The wife’s barrister responded that she had met with the trial judge for coffee or a drink and spoken to him on the telephone on several occasions and had exchanged numerous text messages with him. The barrister explained that there had been no contact during the evidence stage of the trial and that, on none of these occasions, had they discussed the matter.

On appeal, the Full Court of the Family Court of Australia was required to determine two issues: whether there was any apprehension of bias and whether the court could make an order pursuant to s79 of the Act (or whether this power had been exhausted with the making of the 2011 Property Orders).

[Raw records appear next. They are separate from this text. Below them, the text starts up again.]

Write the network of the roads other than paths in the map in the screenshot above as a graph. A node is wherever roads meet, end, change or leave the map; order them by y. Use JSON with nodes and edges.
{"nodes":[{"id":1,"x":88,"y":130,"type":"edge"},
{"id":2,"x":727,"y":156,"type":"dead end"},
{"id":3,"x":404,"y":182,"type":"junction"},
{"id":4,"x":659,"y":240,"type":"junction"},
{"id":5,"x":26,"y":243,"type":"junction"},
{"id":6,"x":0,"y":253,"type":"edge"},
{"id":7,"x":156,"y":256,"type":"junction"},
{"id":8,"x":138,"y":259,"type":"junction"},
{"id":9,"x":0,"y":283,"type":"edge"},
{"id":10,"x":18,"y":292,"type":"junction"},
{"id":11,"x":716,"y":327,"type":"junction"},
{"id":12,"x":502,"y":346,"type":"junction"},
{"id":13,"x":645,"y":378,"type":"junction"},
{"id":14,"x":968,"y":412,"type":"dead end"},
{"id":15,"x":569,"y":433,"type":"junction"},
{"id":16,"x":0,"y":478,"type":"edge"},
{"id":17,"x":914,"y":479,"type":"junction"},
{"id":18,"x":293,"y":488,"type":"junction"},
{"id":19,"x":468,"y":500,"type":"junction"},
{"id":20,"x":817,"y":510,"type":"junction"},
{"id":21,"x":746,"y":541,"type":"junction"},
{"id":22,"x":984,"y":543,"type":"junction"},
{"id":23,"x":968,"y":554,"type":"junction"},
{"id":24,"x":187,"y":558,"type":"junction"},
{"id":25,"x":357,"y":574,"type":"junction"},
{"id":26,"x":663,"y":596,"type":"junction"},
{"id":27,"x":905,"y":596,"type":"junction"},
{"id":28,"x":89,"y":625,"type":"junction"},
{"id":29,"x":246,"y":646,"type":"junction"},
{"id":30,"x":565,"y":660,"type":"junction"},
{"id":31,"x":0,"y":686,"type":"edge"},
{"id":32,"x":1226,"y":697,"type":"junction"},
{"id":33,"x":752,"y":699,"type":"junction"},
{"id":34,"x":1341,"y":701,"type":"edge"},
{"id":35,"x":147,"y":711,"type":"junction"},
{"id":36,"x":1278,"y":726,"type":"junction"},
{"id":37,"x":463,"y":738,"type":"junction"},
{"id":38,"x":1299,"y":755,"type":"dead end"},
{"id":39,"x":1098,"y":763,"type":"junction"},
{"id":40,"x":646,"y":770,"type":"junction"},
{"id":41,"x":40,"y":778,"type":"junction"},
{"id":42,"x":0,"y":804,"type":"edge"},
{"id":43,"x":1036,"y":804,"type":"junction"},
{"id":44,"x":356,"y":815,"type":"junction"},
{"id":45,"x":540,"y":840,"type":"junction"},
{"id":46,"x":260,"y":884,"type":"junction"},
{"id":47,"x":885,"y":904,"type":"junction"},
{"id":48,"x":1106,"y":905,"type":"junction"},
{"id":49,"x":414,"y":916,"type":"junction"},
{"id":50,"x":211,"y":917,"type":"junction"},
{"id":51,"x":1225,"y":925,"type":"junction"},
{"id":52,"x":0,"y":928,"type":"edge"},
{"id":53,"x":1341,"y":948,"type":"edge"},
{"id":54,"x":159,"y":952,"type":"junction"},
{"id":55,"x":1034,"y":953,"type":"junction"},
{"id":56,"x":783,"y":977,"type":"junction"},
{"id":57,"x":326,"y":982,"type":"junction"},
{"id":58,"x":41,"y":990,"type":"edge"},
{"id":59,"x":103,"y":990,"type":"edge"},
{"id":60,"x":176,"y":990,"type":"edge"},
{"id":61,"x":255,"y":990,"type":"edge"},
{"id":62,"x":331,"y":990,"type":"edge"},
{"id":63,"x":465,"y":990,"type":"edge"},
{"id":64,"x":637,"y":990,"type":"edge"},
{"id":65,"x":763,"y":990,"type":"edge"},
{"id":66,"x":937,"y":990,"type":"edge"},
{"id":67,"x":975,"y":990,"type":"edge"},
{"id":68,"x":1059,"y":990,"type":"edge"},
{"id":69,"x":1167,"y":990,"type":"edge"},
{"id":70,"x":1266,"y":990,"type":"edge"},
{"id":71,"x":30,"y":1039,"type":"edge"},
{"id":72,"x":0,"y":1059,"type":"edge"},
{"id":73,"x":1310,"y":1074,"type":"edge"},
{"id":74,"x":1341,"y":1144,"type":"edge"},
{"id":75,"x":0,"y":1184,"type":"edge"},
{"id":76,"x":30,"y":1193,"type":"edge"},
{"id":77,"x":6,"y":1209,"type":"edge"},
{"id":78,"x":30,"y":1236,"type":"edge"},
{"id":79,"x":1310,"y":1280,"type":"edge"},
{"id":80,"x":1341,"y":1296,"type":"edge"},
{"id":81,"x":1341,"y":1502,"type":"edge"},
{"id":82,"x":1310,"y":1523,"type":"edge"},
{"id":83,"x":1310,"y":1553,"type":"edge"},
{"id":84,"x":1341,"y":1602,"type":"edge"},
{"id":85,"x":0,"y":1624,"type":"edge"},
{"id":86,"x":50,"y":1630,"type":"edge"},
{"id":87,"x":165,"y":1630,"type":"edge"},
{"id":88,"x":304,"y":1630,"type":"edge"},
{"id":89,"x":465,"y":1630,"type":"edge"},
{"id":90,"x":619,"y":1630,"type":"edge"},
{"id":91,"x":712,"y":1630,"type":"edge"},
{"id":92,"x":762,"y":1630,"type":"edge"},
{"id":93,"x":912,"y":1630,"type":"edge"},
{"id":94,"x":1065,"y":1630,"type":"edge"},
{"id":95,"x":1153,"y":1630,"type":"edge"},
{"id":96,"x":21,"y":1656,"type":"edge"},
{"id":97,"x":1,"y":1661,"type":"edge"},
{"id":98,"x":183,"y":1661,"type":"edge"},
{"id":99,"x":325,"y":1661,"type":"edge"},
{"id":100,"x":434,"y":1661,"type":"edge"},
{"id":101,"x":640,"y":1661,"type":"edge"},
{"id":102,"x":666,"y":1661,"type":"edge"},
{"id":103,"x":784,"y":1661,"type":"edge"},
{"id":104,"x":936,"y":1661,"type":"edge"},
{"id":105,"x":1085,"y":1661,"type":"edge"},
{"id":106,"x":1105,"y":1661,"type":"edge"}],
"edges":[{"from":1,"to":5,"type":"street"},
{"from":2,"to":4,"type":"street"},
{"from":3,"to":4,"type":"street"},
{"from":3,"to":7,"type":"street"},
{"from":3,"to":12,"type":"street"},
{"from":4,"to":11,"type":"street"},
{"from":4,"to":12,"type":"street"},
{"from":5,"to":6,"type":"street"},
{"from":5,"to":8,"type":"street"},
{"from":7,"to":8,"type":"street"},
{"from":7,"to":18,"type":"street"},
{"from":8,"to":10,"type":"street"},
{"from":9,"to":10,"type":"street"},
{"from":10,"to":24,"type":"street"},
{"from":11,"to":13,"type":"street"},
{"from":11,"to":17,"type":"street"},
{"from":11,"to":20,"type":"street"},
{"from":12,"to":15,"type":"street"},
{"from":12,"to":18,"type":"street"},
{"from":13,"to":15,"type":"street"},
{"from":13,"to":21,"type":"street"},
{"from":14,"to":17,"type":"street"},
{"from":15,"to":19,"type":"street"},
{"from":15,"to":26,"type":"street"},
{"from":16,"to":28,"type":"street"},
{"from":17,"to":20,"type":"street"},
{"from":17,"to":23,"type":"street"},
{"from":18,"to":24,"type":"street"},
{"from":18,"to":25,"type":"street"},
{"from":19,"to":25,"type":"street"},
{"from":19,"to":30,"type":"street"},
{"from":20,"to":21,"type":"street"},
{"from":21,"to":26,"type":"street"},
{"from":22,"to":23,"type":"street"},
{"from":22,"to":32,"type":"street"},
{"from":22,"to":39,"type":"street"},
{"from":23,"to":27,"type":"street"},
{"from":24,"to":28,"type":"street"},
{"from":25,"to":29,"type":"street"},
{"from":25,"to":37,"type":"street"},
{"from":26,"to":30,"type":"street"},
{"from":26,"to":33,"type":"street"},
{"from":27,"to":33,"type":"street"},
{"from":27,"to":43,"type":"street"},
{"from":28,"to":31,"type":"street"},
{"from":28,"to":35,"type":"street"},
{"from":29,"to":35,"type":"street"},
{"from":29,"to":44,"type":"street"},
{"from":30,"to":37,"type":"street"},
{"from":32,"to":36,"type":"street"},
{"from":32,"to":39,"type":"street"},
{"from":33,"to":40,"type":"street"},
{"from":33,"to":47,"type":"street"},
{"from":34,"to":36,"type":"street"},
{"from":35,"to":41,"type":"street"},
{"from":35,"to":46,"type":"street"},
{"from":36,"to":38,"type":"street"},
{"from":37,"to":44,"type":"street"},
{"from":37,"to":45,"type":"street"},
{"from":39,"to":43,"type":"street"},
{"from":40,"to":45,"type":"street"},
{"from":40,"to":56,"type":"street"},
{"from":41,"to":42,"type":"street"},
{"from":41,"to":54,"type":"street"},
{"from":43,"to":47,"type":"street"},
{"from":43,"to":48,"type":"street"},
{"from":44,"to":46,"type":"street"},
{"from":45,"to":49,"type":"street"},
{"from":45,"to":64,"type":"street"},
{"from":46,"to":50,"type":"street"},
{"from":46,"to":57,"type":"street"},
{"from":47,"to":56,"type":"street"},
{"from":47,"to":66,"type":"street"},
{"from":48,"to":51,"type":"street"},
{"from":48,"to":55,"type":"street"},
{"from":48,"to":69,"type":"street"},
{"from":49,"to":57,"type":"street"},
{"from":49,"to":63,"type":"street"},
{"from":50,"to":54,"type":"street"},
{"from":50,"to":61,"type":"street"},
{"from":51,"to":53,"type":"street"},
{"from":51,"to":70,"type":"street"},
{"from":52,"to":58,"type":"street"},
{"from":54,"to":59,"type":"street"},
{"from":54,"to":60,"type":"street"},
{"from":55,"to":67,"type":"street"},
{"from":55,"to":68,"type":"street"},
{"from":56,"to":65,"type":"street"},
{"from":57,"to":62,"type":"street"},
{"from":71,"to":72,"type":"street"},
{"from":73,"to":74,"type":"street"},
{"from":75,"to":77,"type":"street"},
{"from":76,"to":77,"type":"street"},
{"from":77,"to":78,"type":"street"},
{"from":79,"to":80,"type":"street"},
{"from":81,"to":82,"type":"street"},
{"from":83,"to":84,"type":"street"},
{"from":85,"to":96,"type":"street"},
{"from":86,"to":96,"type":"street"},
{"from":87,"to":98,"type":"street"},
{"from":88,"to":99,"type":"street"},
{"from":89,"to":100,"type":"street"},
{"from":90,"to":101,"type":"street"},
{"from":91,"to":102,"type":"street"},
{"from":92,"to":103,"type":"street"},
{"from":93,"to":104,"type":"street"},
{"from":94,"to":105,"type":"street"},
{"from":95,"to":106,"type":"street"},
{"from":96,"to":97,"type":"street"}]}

The Full Court dismissed the husband’s appeal (Strickland and Ryan JJ, Alstergren CJ dissenting). Strickland and Ryan JJ considered that the trial judge’s failure to abstain from, or disclose, his communications with the wife’s barrister would not be regarded by a hypothetical observer to be sinister.

Their Honours also rejected the husband’s appeal against the 2018 Property Orders. But Alstergren CJ would have allowed the appeal on the ground of apprehended bias alone and did not address s79 of the Act.

The High Court unanimously allowed the husband’s appeal on both issues. Dealing first with the apprehension of bias the High Court observed, at [11], that the applicable principle was well-established: “a judge is disqualified if a fair-minded lay observer might reasonably apprehend that the judge might not bring an impartial mind to the resolution of the question the judge is required to decide”.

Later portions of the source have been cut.